* **DESCRIPTION OF THE TASK**
Start to finish, retype the entries exactly while omitting the pictures.

* **INPUT DATA**
################
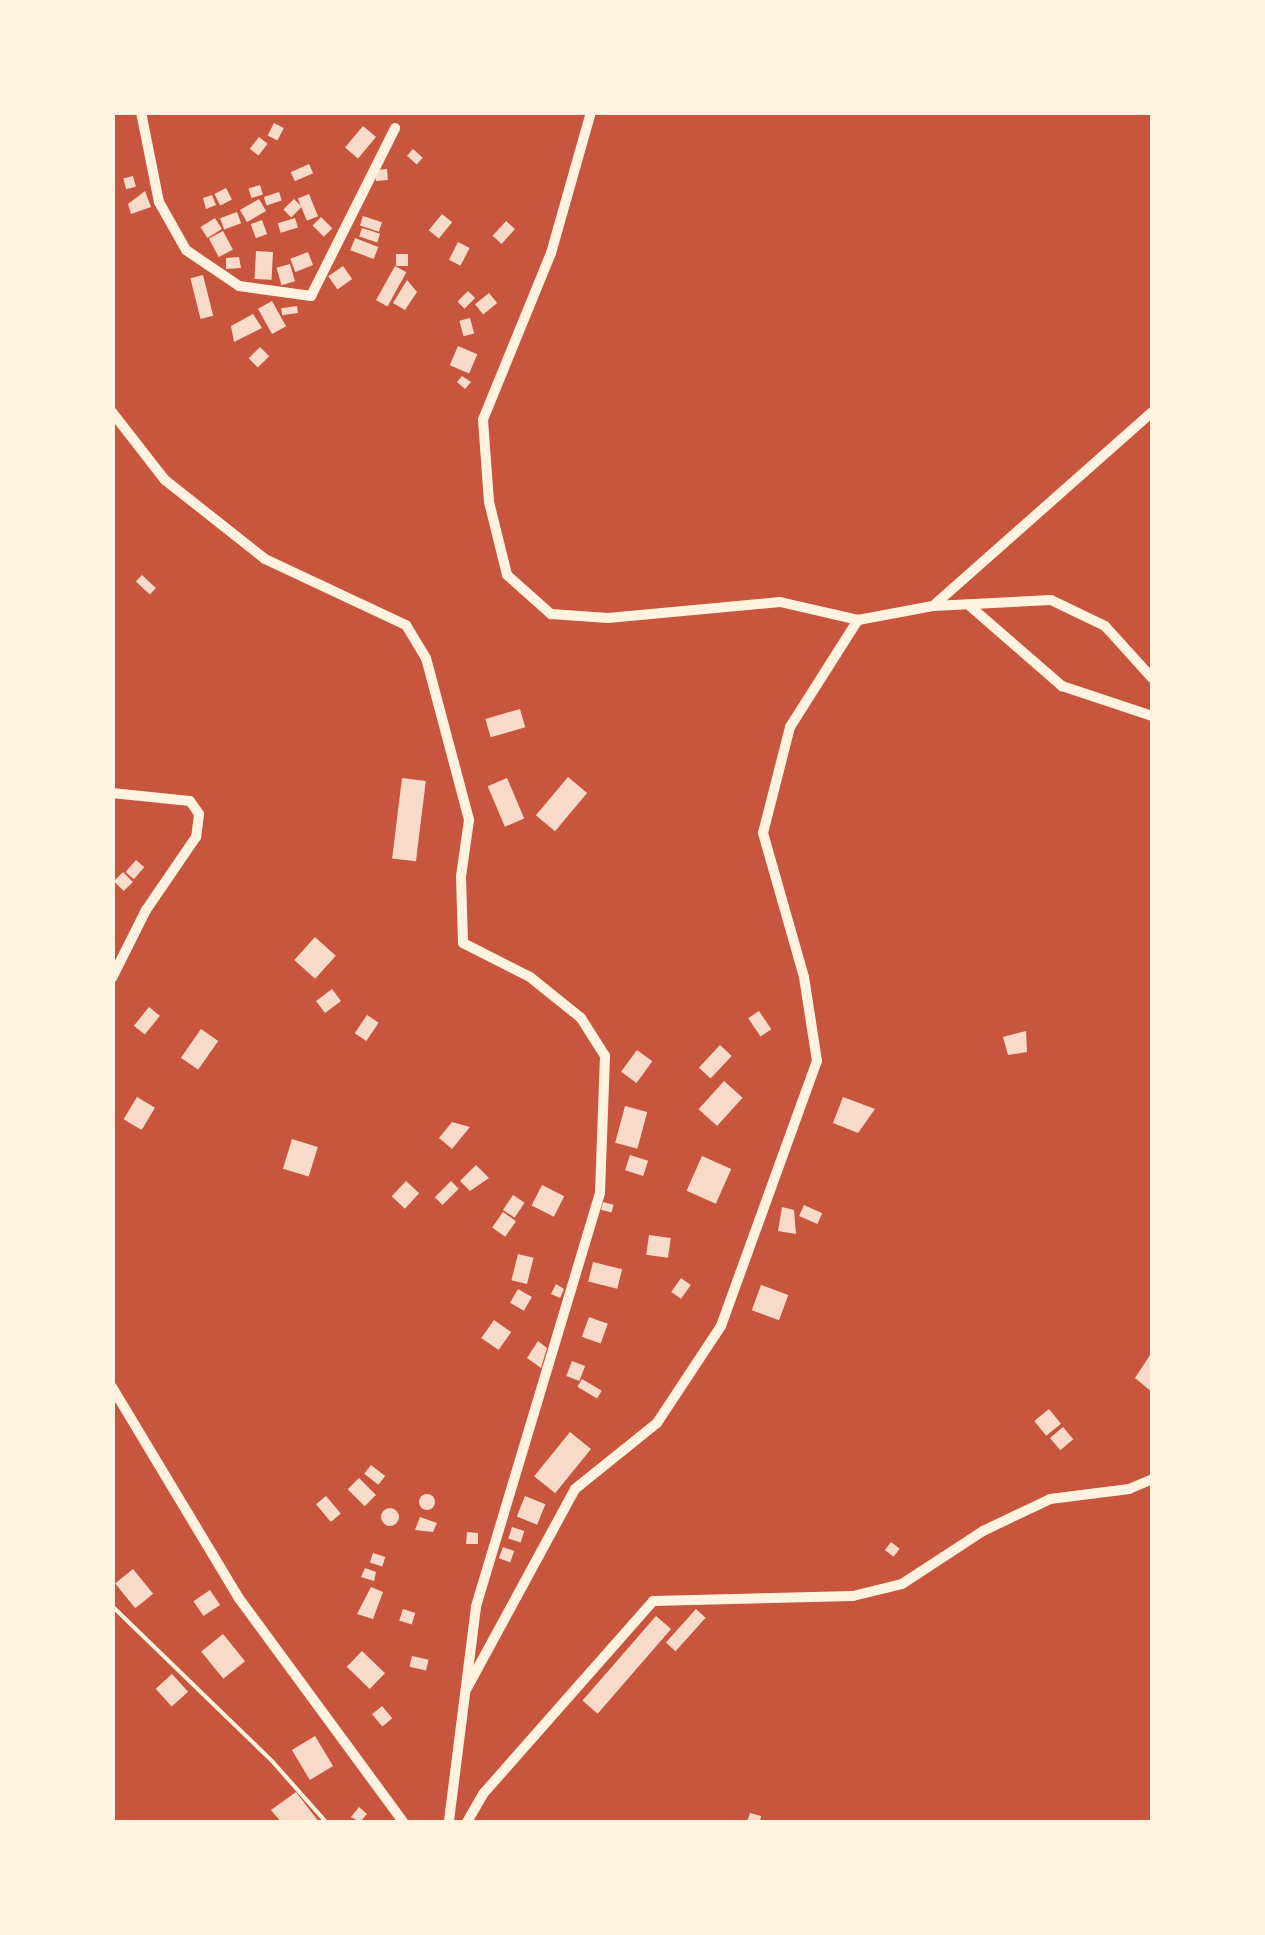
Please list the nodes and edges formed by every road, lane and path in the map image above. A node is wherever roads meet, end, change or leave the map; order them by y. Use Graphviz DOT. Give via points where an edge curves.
graph roads {
  1 [pos="141,112"];
  2 [pos="591,112"];
  3 [pos="395,128"];
  4 [pos="112,412"];
  5 [pos="1152,412"];
  6 [pos="933,606"];
  7 [pos="971,606"];
  8 [pos="858,620"];
  9 [pos="1152,678"];
  10 [pos="1152,716"];
  11 [pos="112,793"];
  12 [pos="112,978"];
  13 [pos="112,1387"];
  14 [pos="1152,1479"];
  15 [pos="112,1606"];
  16 [pos="467,1689"];
  17 [pos="326,1822"];
  18 [pos="403,1822"];
  19 [pos="449,1822"];
  20 [pos="467,1822"];
  1 -- 3 [label="street" via="158,202 186,250 239,286 311,296"];
  2 -- 8 [label="street" via="550,253 483,420 489,502 507,575 551,614 608,618 780,602"];
  4 -- 16 [label="street" via="165,480 265,559 406,625 426,658 469,820 461,876 463,943 530,977 582,1018 605,1056 600,1193 476,1607"];
  5 -- 6 [label="street"];
  6 -- 7 [label="street"];
  6 -- 8 [label="street"];
  7 -- 9 [label="street" via="1051,600 1076,608 1104,626"];
  7 -- 10 [label="street" via="1062,686"];
  8 -- 16 [label="street" via="790,727 763,833 804,978 817,1061 728,1307 656,1423 575,1489"];
  11 -- 12 [label="street" via="190,800 199,814 196,836 146,910"];
  13 -- 18 [label="street" via="238,1596"];
  14 -- 20 [label="street" via="1129,1490 1050,1499 984,1531 902,1584 853,1596 653,1600 483,1794"];
  15 -- 17 [label="path" via="272,1760"];
  16 -- 19 [label="street"];
}
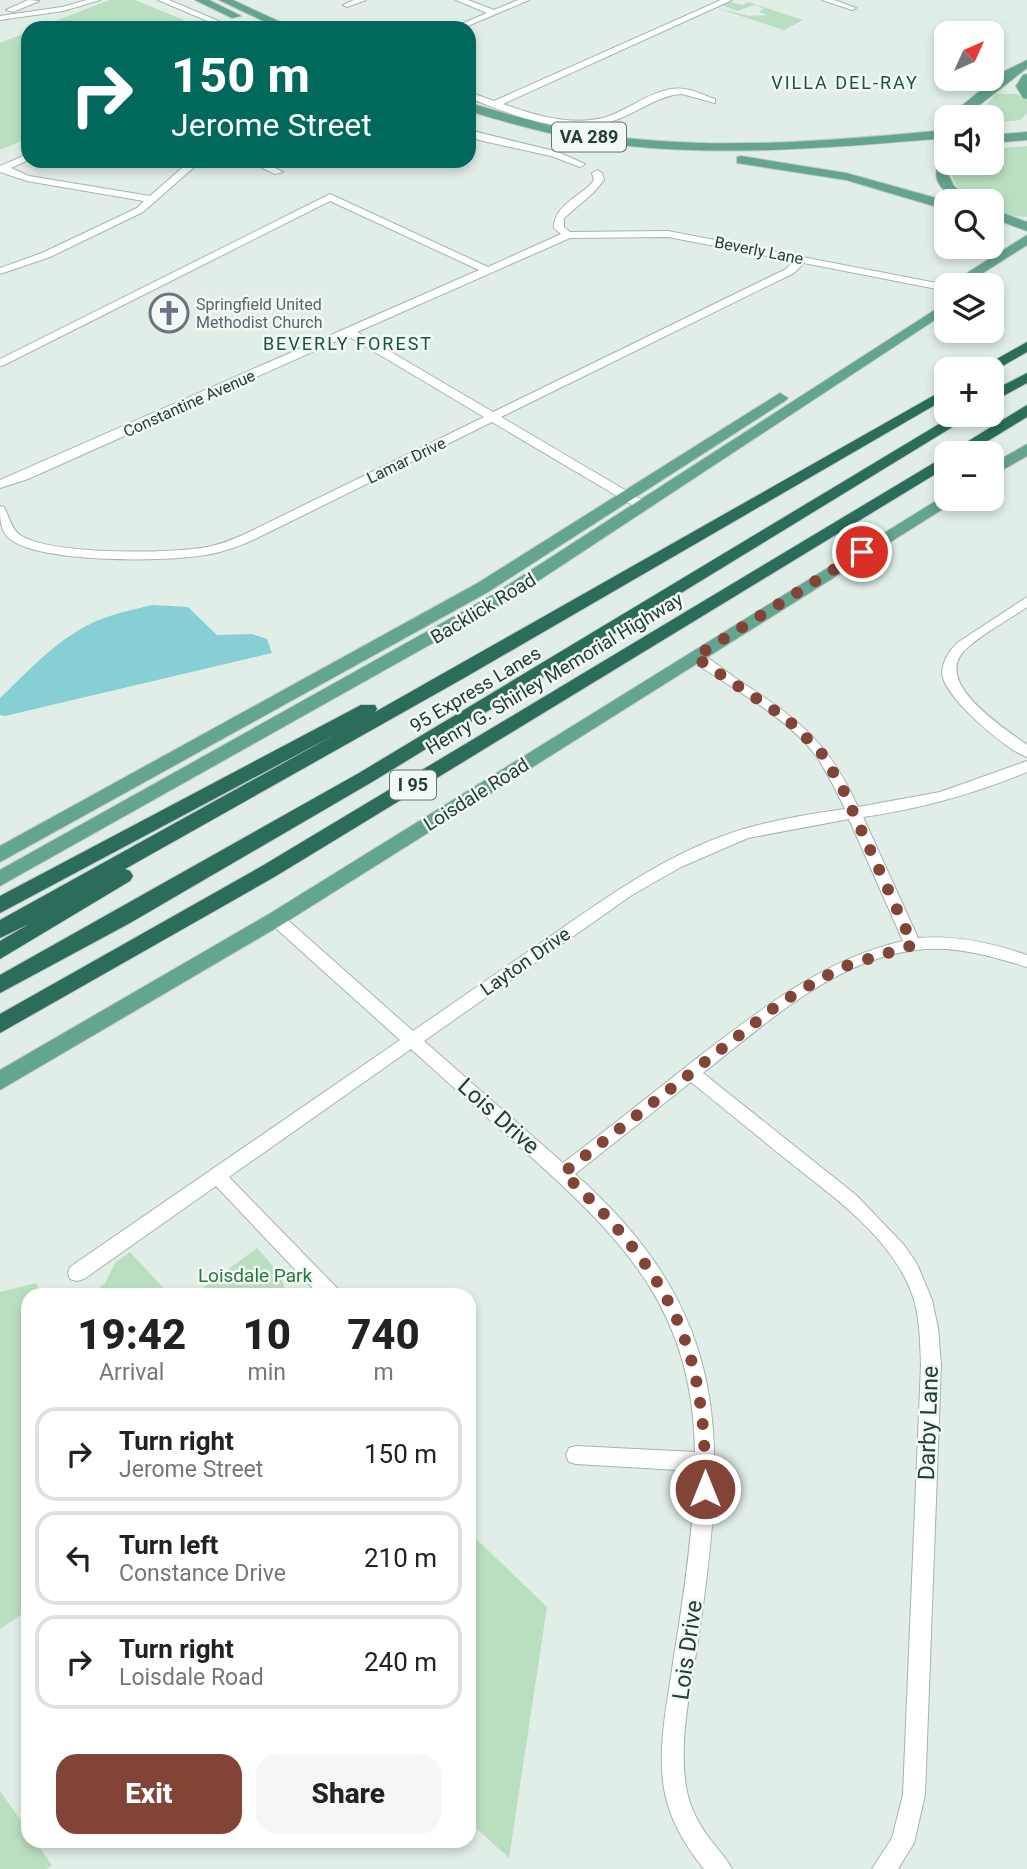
################
* **WRITTEN REPLY**
Please list the nodes and edges formed by every road, lane and path in the map image above. A node is wherever roads meet, end, change or leave the map; order them by y. Use Graphviz DOT. Give via points where an edge curves.
graph roads {
  1 [pos="141,112"];
  2 [pos="591,112"];
  3 [pos="395,128"];
  4 [pos="112,412"];
  5 [pos="1152,412"];
  6 [pos="933,606"];
  7 [pos="971,606"];
  8 [pos="858,620"];
  9 [pos="1152,678"];
  10 [pos="1152,716"];
  11 [pos="112,793"];
  12 [pos="112,978"];
  13 [pos="112,1387"];
  14 [pos="1152,1479"];
  15 [pos="112,1606"];
  16 [pos="467,1689"];
  17 [pos="326,1822"];
  18 [pos="403,1822"];
  19 [pos="449,1822"];
  20 [pos="467,1822"];
  1 -- 3 [label="street" via="158,202 186,250 239,286 311,296"];
  2 -- 8 [label="street" via="550,253 483,420 489,502 507,575 551,614 608,618 780,602"];
  4 -- 16 [label="street" via="165,480 265,559 406,625 426,658 469,820 461,876 463,943 530,977 582,1018 605,1056 600,1193 476,1607"];
  5 -- 6 [label="street"];
  6 -- 7 [label="street"];
  6 -- 8 [label="street"];
  7 -- 9 [label="street" via="1051,600 1076,608 1104,626"];
  7 -- 10 [label="street" via="1062,686"];
  8 -- 16 [label="street" via="790,727 763,833 804,978 817,1061 728,1307 656,1423 575,1489"];
  11 -- 12 [label="street" via="190,800 199,814 196,836 146,910"];
  13 -- 18 [label="street" via="238,1596"];
  14 -- 20 [label="street" via="1129,1490 1050,1499 984,1531 902,1584 853,1596 653,1600 483,1794"];
  15 -- 17 [label="path" via="272,1760"];
  16 -- 19 [label="street"];
}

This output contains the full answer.